Narnia kitaplarıyla ünlü İrlanda doğumlu muhafazakar yazar CS Lewis (1898-1963) ve anlam ‘labirentlerinde’ oynayan kısa öyküleriyle ünlü postmodernist Arjantinli yazar Jorge Luis Borges (1899-1986) ne olabilir? ortak? Birincisi, imkansız alanlara ve büyülü dünyalara hayranlık duyuyorlar. Bir diğeri için, etkileri Susanna Clarke ve son romanı Piranesi’de birleşiyor.
Clarke, röportajlarda, yazılarının merkezinde yer alan hassas belirsizlikleri ve bulmacaları açıklamaya yönelik çelişkili eylemlere girişmeye çalıştı. The Guardian’a , “Bir görüntü veya bir hikayenin parçasıyla başlıyorsunuz, bilinçdışına çok derin kökleri varmış gibi hissettiren bir şey, sanki pek çok şeyle bağlantı kuracakmış gibi” dedi . Yine de Clarke’ın labirentlerinin çözülmek yerine çözülmek için tasarlandığına dair bir his var. Yön aramaya gitmek zaman kaybı olabilir, çünkü o bile onları anlamayabilir. Anlamamak gerekli olabilir.

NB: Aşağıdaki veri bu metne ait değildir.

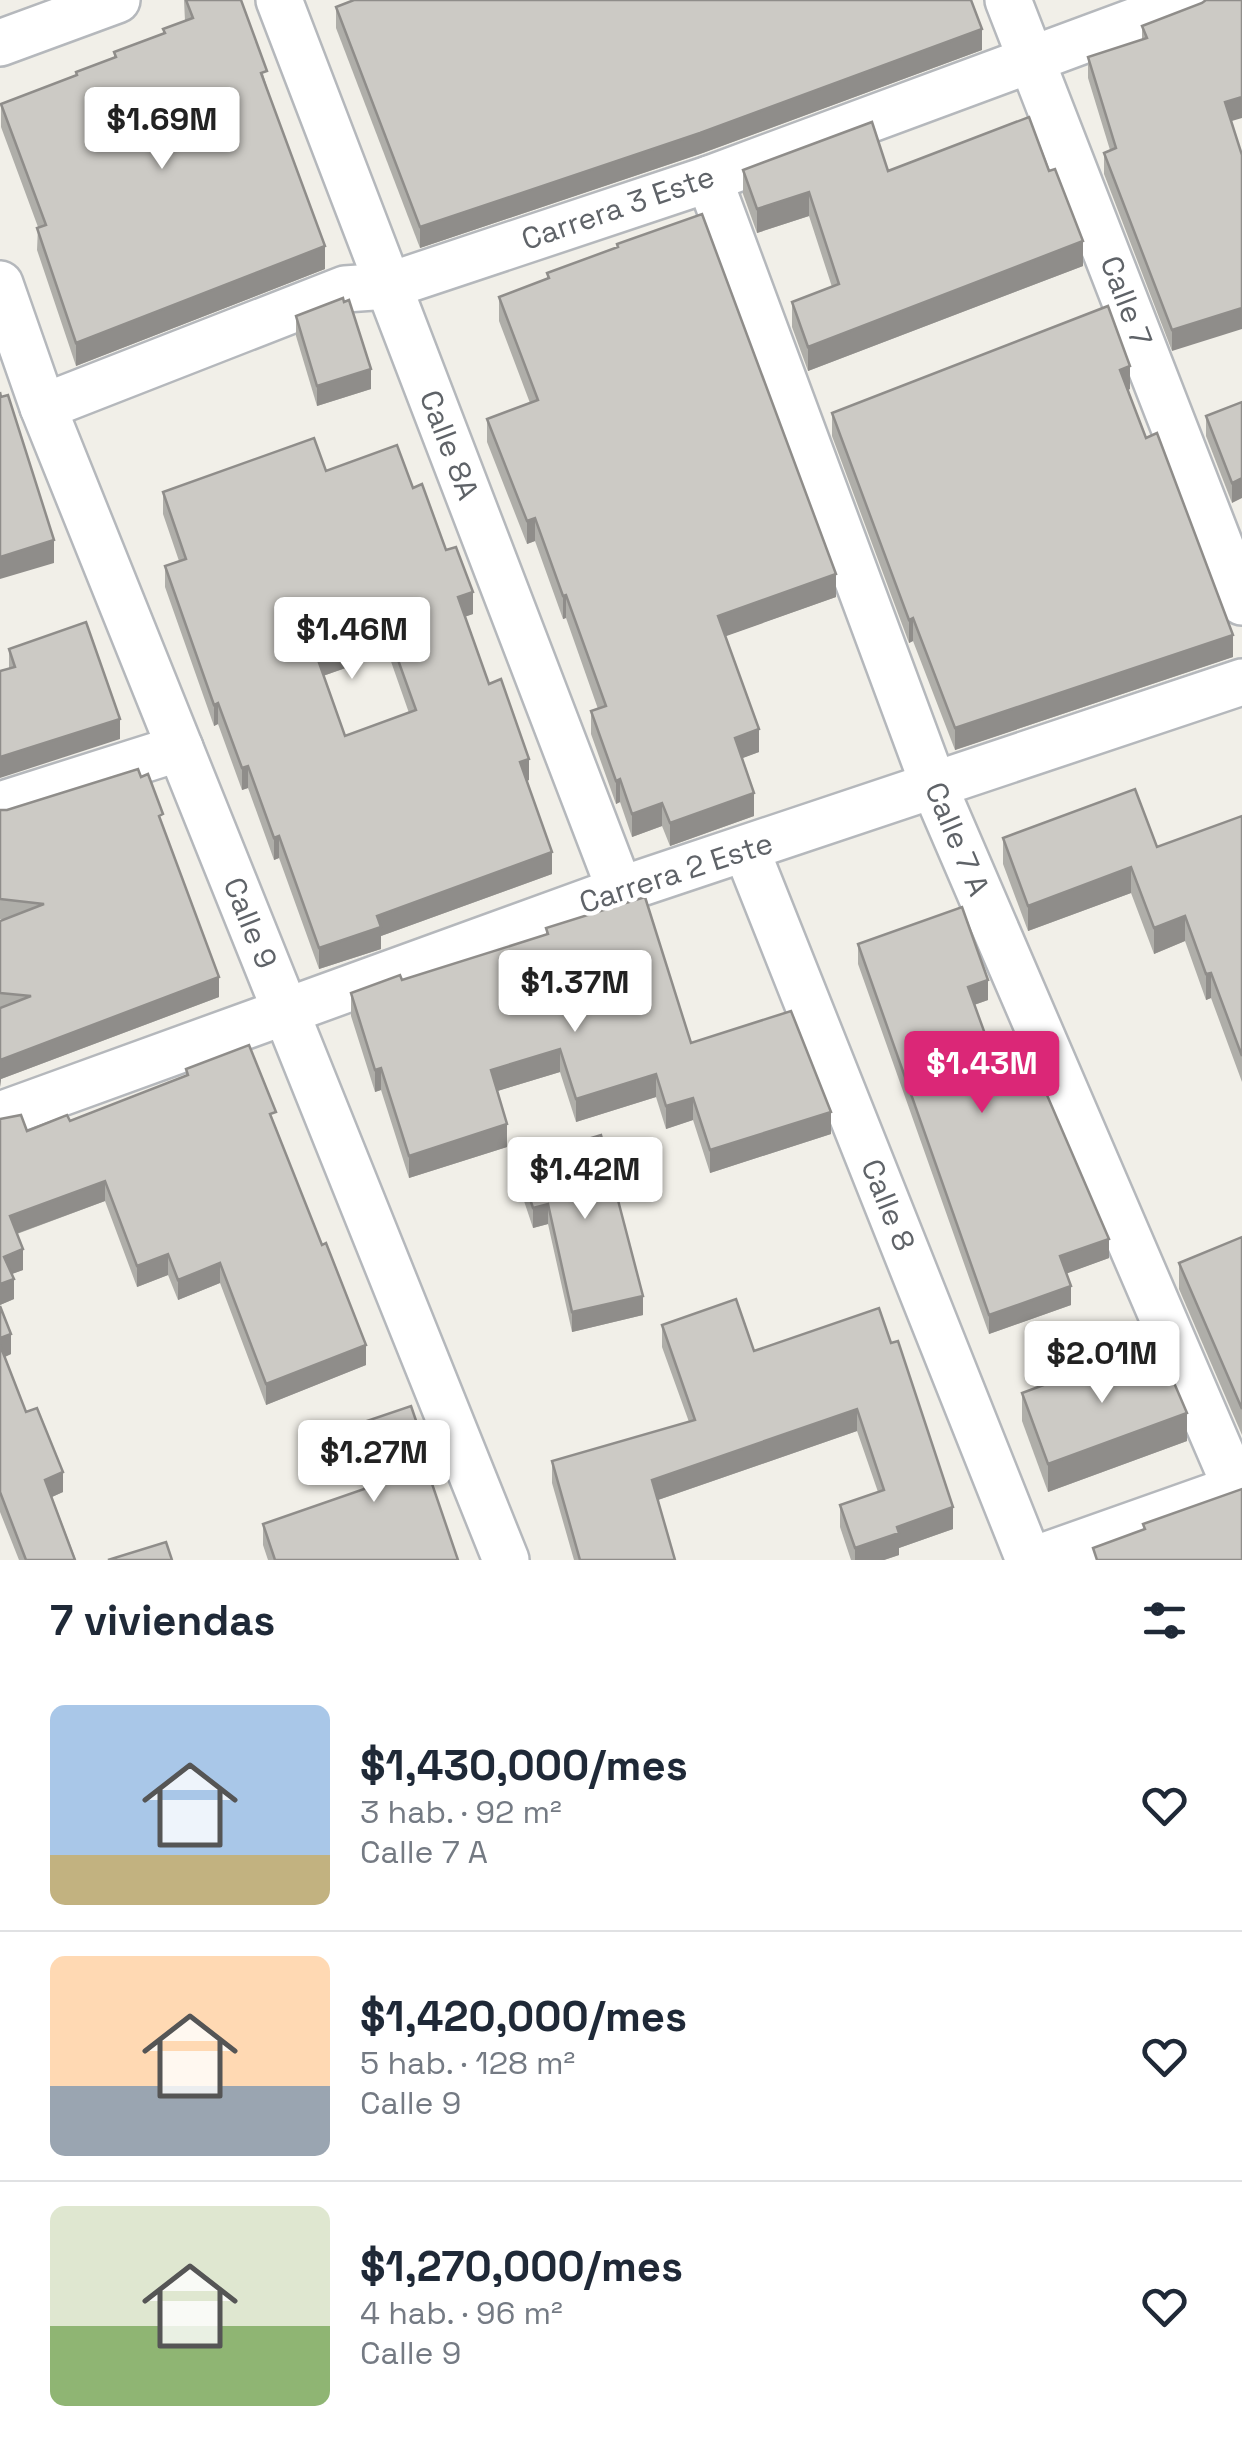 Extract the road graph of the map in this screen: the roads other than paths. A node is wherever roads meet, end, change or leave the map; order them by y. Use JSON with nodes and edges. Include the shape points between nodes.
{"nodes":[{"id":1,"x":117,"y":0,"type":"edge"},
{"id":2,"x":280,"y":0,"type":"edge"},
{"id":3,"x":1008,"y":0,"type":"edge"},
{"id":4,"x":1192,"y":0,"type":"edge"},
{"id":5,"x":0,"y":43,"type":"edge"},
{"id":6,"x":1032,"y":58,"type":"junction"},
{"id":7,"x":709,"y":178,"type":"junction"},
{"id":8,"x":0,"y":284,"type":"edge"},
{"id":9,"x":388,"y":286,"type":"junction"},
{"id":10,"x":43,"y":407,"type":"junction"},
{"id":11,"x":1242,"y":602,"type":"edge"},
{"id":12,"x":1242,"y":682,"type":"edge"},
{"id":13,"x":180,"y":748,"type":"junction"},
{"id":14,"x":934,"y":786,"type":"junction"},
{"id":15,"x":0,"y":805,"type":"edge"},
{"id":16,"x":746,"y":850,"type":"junction"},
{"id":17,"x":620,"y":890,"type":"junction"},
{"id":18,"x":286,"y":1012,"type":"junction"},
{"id":19,"x":0,"y":1115,"type":"edge"},
{"id":20,"x":1239,"y":1487,"type":"edge"},
{"id":21,"x":506,"y":1560,"type":"edge"},
{"id":22,"x":1031,"y":1560,"type":"edge"}],
"edges":[{"from":1,"to":5,"type":"street"},
{"from":2,"to":9,"type":"street","name":"Calle 8A"},
{"from":3,"to":6,"type":"street","name":"Calle 7"},
{"from":4,"to":6,"type":"street","name":"Carrera 3 Este"},
{"from":6,"to":7,"type":"street","name":"Carrera 3 Este"},
{"from":6,"to":11,"type":"street","name":"Calle 7"},
{"from":7,"to":9,"type":"street","name":"Carrera 3 Este"},
{"from":7,"to":14,"type":"street","name":"Calle 7 A"},
{"from":8,"to":10,"type":"street","name":"Calle 9"},
{"from":9,"to":10,"type":"street","name":"Carrera 3 Este","via":[[344,289]]},
{"from":9,"to":17,"type":"street","name":"Calle 8A"},
{"from":10,"to":13,"type":"street","name":"Calle 9"},
{"from":12,"to":14,"type":"street","name":"Carrera 2 Este"},
{"from":13,"to":15,"type":"street"},
{"from":13,"to":18,"type":"street","name":"Calle 9"},
{"from":14,"to":16,"type":"street","name":"Carrera 2 Este"},
{"from":14,"to":20,"type":"street","name":"Calle 7 A"},
{"from":16,"to":17,"type":"street","name":"Carrera 2 Este"},
{"from":16,"to":22,"type":"street","name":"Calle 8"},
{"from":17,"to":18,"type":"street","name":"Carrera 2 Este"},
{"from":18,"to":19,"type":"street","name":"Carrera 2 Este"},
{"from":18,"to":21,"type":"street","name":"Calle 9"},
{"from":20,"to":22,"type":"street"}]} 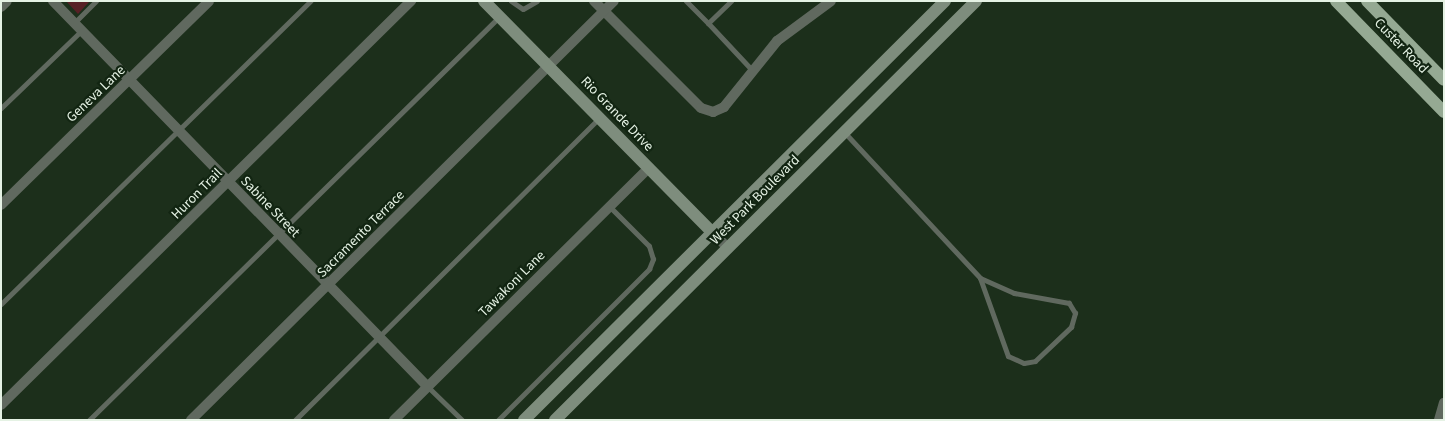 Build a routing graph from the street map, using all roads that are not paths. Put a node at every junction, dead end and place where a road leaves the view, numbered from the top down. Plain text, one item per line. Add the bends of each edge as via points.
1 (7, 1) edge
2 (53, 1) edge
3 (96, 1) edge
4 (208, 1) edge
5 (310, 1) edge
6 (411, 1) edge
7 (484, 1) edge
8 (512, 1) edge
9 (537, 1) edge
10 (594, 1) edge
11 (614, 1) edge
12 (686, 1) edge
13 (731, 1) edge
14 (831, 1) edge
15 (945, 1) edge
16 (976, 1) edge
17 (1336, 1) edge
18 (1367, 1) edge
19 (1, 7) edge
20 (604, 11) junction
21 (500, 17) junction
22 (708, 23) junction
23 (77, 27) junction
24 (548, 66) junction
25 (752, 70) junction
26 (129, 80) junction
27 (1444, 80) edge
28 (1, 108) edge
29 (1444, 112) edge
30 (829, 117) junction
31 (599, 118) junction
32 (178, 131) junction
33 (844, 132) junction
34 (649, 168) junction
35 (228, 183) junction
36 (1, 205) edge
37 (610, 207) junction
38 (712, 232) junction
39 (279, 235) junction
40 (728, 248) junction
41 (980, 278) junction
42 (328, 286) junction
43 (1, 304) edge
44 (378, 337) junction
45 (428, 387) junction
46 (1444, 404) edge
47 (1, 406) edge
48 (90, 420) edge
49 (191, 420) edge
50 (295, 420) edge
51 (394, 420) edge
52 (462, 420) edge
53 (498, 420) edge
54 (524, 420) edge
55 (555, 420) edge
56 (1439, 420) edge

1 - 19 street
2 - 23 street, Sabine Street
3 - 23 lane
4 - 26 street, Geneva Lane
5 - 32 lane
6 - 35 street, Huron Trail
7 - 21 main road, Rio Grande Drive
8 - 9 lane via 523,9
10 - 20 street
11 - 20 street, Sacramento Terrace
12 - 22 lane
13 - 22 lane
14 - 25 street via 777,41
15 - 30 main road, West Park Boulevard
16 - 33 main road, West Park Boulevard
17 - 29 main road, Custer Road
18 - 27 main road, Custer Road
20 - 24 street, Sacramento Terrace
20 - 25 street via 707,111 724,107
21 - 24 main road, Rio Grande Drive
21 - 39 lane
22 - 25 lane
23 - 26 street, Sabine Street
23 - 28 lane
24 - 31 main road, Rio Grande Drive
24 - 42 street, Sacramento Terrace
26 - 32 street, Sabine Street
26 - 36 street, Geneva Lane
30 - 33 main road
30 - 38 main road, West Park Boulevard
31 - 34 main road, Rio Grande Drive
31 - 44 lane
32 - 35 street, Sabine Street
32 - 43 lane
33 - 40 main road, West Park Boulevard
33 - 41 lane
34 - 37 street, Tawakoni Lane
34 - 38 main road, Rio Grande Drive
35 - 39 street, Sabine Street
35 - 47 street, Huron Trail
37 - 45 street, Tawakoni Lane
37 - 53 lane via 648,246 653,258 649,269
38 - 40 street, Rio Grande Drive
38 - 54 main road, West Park Boulevard
39 - 42 street, Sabine Street
39 - 48 lane
40 - 55 main road, West Park Boulevard
41 - 41 lane via 1002,346 1015,360 1035,361 1071,327 1074,309 1069,303 1014,293
42 - 44 street, Sabine Street
42 - 49 street, Sacramento Terrace
44 - 45 street, Sabine Street
44 - 50 lane
45 - 51 street, Tawakoni Lane
45 - 52 lane
46 - 56 street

2004 yılında, Clarke’ın ilk romanı Jonathan Strange & Mr Norrell, yıldızlara giderek ve dört milyondan fazla kopya satarak beklentilere meydan okuyan büyüleyici, karanlık, eksantrik bir Regency edebiyatı pastişi yayınlandı. Fantezi yazarları arasında bir tanrı olan Neil Gaiman, onu “son 70 yılda yazılmış fantastik romanların tartışmasız en iyi İngiliz romanı” olarak nitelendirdi. Harika tuhaflığını koruyan bir dizi haline getirildi. Her gün sıkıcı olanın, özellikle dikkatsiz, talihsiz veya güç açlarının yolunu kaybedebilecekleri soğuk, gerçeküstü, uğursuz bir perdenin ardında gizlenebilecek büyülü şeyler ve imkansız yerler hakkında bir kitap.